Task details = Print the entries below again exactly as they stand, but skip any picture.
--- Study material Enclosed Below ---
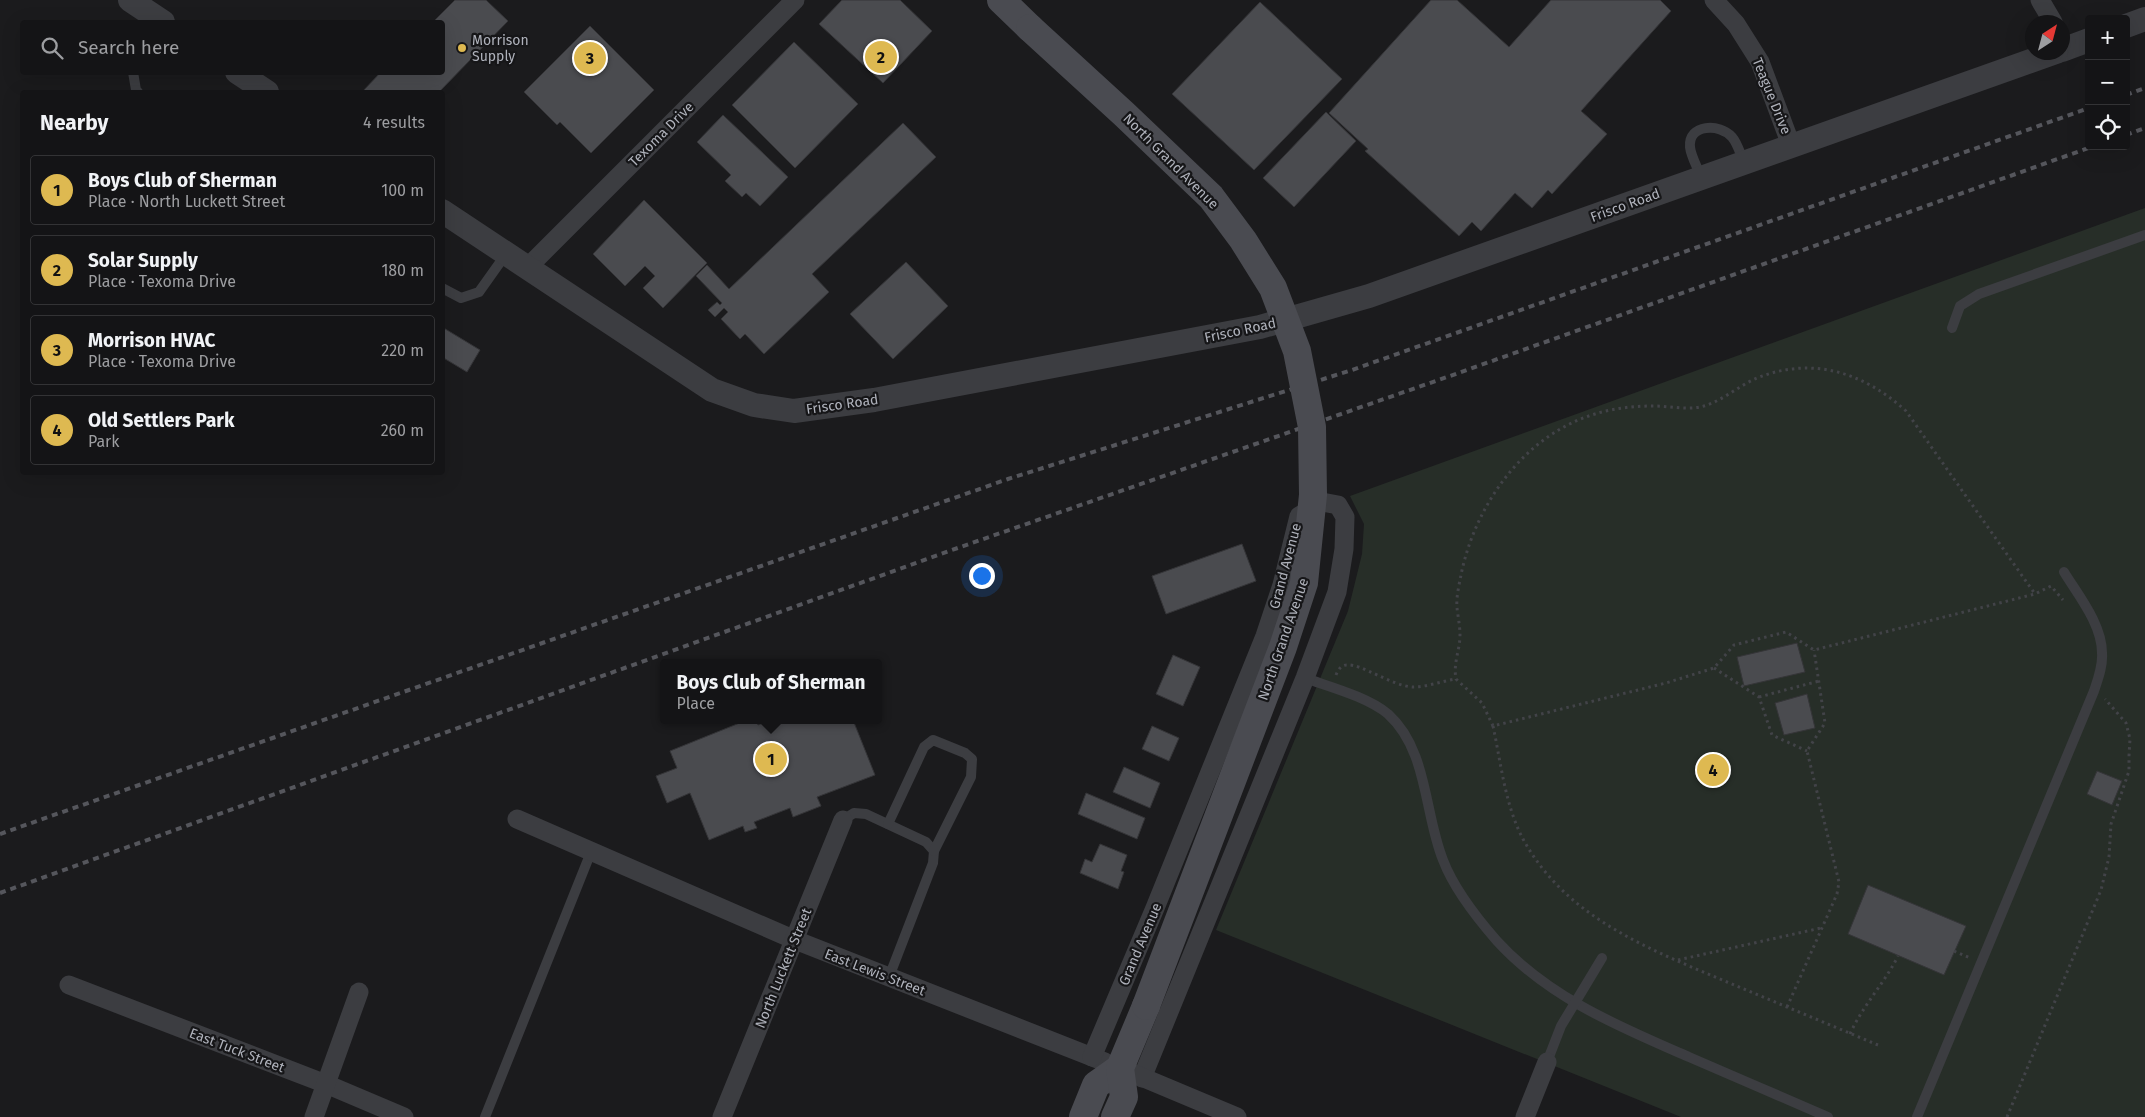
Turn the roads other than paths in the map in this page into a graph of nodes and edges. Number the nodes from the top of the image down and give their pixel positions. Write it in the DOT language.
graph roads {
  1 [pos="130,0"];
  2 [pos="795,0"];
  3 [pos="1001,0"];
  4 [pos="1714,0"];
  5 [pos="2040,0"];
  6 [pos="2049,15"];
  7 [pos="2145,19"];
  8 [pos="156,20"];
  9 [pos="2130,25"];
  10 [pos="2028,60"];
  11 [pos="134,75"];
  12 [pos="242,75"];
  13 [pos="136,90"];
  14 [pos="264,90"];
  15 [pos="1791,145"];
  16 [pos="1744,162"];
  17 [pos="1701,177"];
  18 [pos="445,213"];
  19 [pos="2145,236"];
  20 [pos="506,254"];
  21 [pos="527,268"];
  22 [pos="445,290"];
  23 [pos="1952,328"];
  24 [pos="2064,572"];
  25 [pos="1305,678"];
  26 [pos="517,819"];
  27 [pos="843,820"];
  28 [pos="888,824"];
  29 [pos="934,851"];
  30 [pos="591,852"];
  31 [pos="795,940"];
  32 [pos="1602,958"];
  33 [pos="888,977"];
  34 [pos="69,985"];
  35 [pos="359,992"];
  36 [pos="1574,1003"];
  37 [pos="1092,1057"];
  38 [pos="1547,1062"];
  39 [pos="1131,1073"];
  40 [pos="326,1084"];
  41 [pos="314,1117"];
  42 [pos="404,1117"];
  43 [pos="485,1117"];
  44 [pos="722,1117"];
  45 [pos="1083,1117"];
  46 [pos="1115,1117"];
  47 [pos="1237,1117"];
  48 [pos="1525,1117"];
  49 [pos="1828,1117"];
  50 [pos="1916,1117"];
  1 -- 8 [label="street"];
  2 -- 21 [label="street, Texoma Drive"];
  3 -- 39 [label="main road, North Grand Avenue, bridge"];
  4 -- 15 [label="street, Teague Drive"];
  5 -- 6 [label="street"];
  7 -- 9 [label="street"];
  10 -- 15 [label="street, Frisco Road"];
  11 -- 13 [label="lane"];
  12 -- 14 [label="street"];
  15 -- 16 [label="street, Frisco Road"];
  16 -- 17 [label="street, Frisco Road"];
  16 -- 17 [label="lane"];
  17 -- 21 [label="street, Frisco Road"];
  18 -- 20 [label="street, Frisco Road"];
  19 -- 23 [label="lane"];
  20 -- 21 [label="street, Frisco Road"];
  20 -- 22 [label="lane"];
  24 -- 50 [label="lane"];
  25 -- 36 [label="lane"];
  25 -- 37 [label="street, Grand Avenue"];
  25 -- 39 [label="street, Grand Avenue"];
  26 -- 30 [label="street, East Lewis Street"];
  27 -- 28 [label="lane"];
  27 -- 31 [label="street, North Luckett Street"];
  28 -- 29 [label="lane"];
  28 -- 29 [label="lane"];
  29 -- 33 [label="lane"];
  30 -- 31 [label="street, East Lewis Street"];
  30 -- 43 [label="lane"];
  31 -- 33 [label="street, East Lewis Street"];
  31 -- 44 [label="street, North Luckett Street"];
  32 -- 36 [label="lane"];
  33 -- 37 [label="street, East Lewis Street"];
  34 -- 40 [label="street, East Tuck Street"];
  35 -- 40 [label="street"];
  36 -- 38 [label="lane"];
  36 -- 49 [label="lane"];
  37 -- 39 [label="street, East Lewis Street"];
  38 -- 48 [label="street"];
  39 -- 45 [label="main road"];
  39 -- 46 [label="main road"];
  39 -- 47 [label="street, East Lewis Street"];
  40 -- 41 [label="street"];
  40 -- 42 [label="street, East Tuck Street"];
}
--- End of Enclosed Study material ---
Task result =
Turn the roads other than paths in the map in this page into a graph of nodes and edges. Number the nodes from the top of the image down and give their pixel positions. Write it in the DOT language.
graph roads {
  1 [pos="130,0"];
  2 [pos="795,0"];
  3 [pos="1001,0"];
  4 [pos="1714,0"];
  5 [pos="2040,0"];
  6 [pos="2049,15"];
  7 [pos="2145,19"];
  8 [pos="156,20"];
  9 [pos="2130,25"];
  10 [pos="2028,60"];
  11 [pos="134,75"];
  12 [pos="242,75"];
  13 [pos="136,90"];
  14 [pos="264,90"];
  15 [pos="1791,145"];
  16 [pos="1744,162"];
  17 [pos="1701,177"];
  18 [pos="445,213"];
  19 [pos="2145,236"];
  20 [pos="506,254"];
  21 [pos="527,268"];
  22 [pos="445,290"];
  23 [pos="1952,328"];
  24 [pos="2064,572"];
  25 [pos="1305,678"];
  26 [pos="517,819"];
  27 [pos="843,820"];
  28 [pos="888,824"];
  29 [pos="934,851"];
  30 [pos="591,852"];
  31 [pos="795,940"];
  32 [pos="1602,958"];
  33 [pos="888,977"];
  34 [pos="69,985"];
  35 [pos="359,992"];
  36 [pos="1574,1003"];
  37 [pos="1092,1057"];
  38 [pos="1547,1062"];
  39 [pos="1131,1073"];
  40 [pos="326,1084"];
  41 [pos="314,1117"];
  42 [pos="404,1117"];
  43 [pos="485,1117"];
  44 [pos="722,1117"];
  45 [pos="1083,1117"];
  46 [pos="1115,1117"];
  47 [pos="1237,1117"];
  48 [pos="1525,1117"];
  49 [pos="1828,1117"];
  50 [pos="1916,1117"];
  1 -- 8 [label="street"];
  2 -- 21 [label="street, Texoma Drive"];
  3 -- 39 [label="main road, North Grand Avenue, bridge"];
  4 -- 15 [label="street, Teague Drive"];
  5 -- 6 [label="street"];
  7 -- 9 [label="street"];
  10 -- 15 [label="street, Frisco Road"];
  11 -- 13 [label="lane"];
  12 -- 14 [label="street"];
  15 -- 16 [label="street, Frisco Road"];
  16 -- 17 [label="street, Frisco Road"];
  16 -- 17 [label="lane"];
  17 -- 21 [label="street, Frisco Road"];
  18 -- 20 [label="street, Frisco Road"];
  19 -- 23 [label="lane"];
  20 -- 21 [label="street, Frisco Road"];
  20 -- 22 [label="lane"];
  24 -- 50 [label="lane"];
  25 -- 36 [label="lane"];
  25 -- 37 [label="street, Grand Avenue"];
  25 -- 39 [label="street, Grand Avenue"];
  26 -- 30 [label="street, East Lewis Street"];
  27 -- 28 [label="lane"];
  27 -- 31 [label="street, North Luckett Street"];
  28 -- 29 [label="lane"];
  28 -- 29 [label="lane"];
  29 -- 33 [label="lane"];
  30 -- 31 [label="street, East Lewis Street"];
  30 -- 43 [label="lane"];
  31 -- 33 [label="street, East Lewis Street"];
  31 -- 44 [label="street, North Luckett Street"];
  32 -- 36 [label="lane"];
  33 -- 37 [label="street, East Lewis Street"];
  34 -- 40 [label="street, East Tuck Street"];
  35 -- 40 [label="street"];
  36 -- 38 [label="lane"];
  36 -- 49 [label="lane"];
  37 -- 39 [label="street, East Lewis Street"];
  38 -- 48 [label="street"];
  39 -- 45 [label="main road"];
  39 -- 46 [label="main road"];
  39 -- 47 [label="street, East Lewis Street"];
  40 -- 41 [label="street"];
  40 -- 42 [label="street, East Tuck Street"];
}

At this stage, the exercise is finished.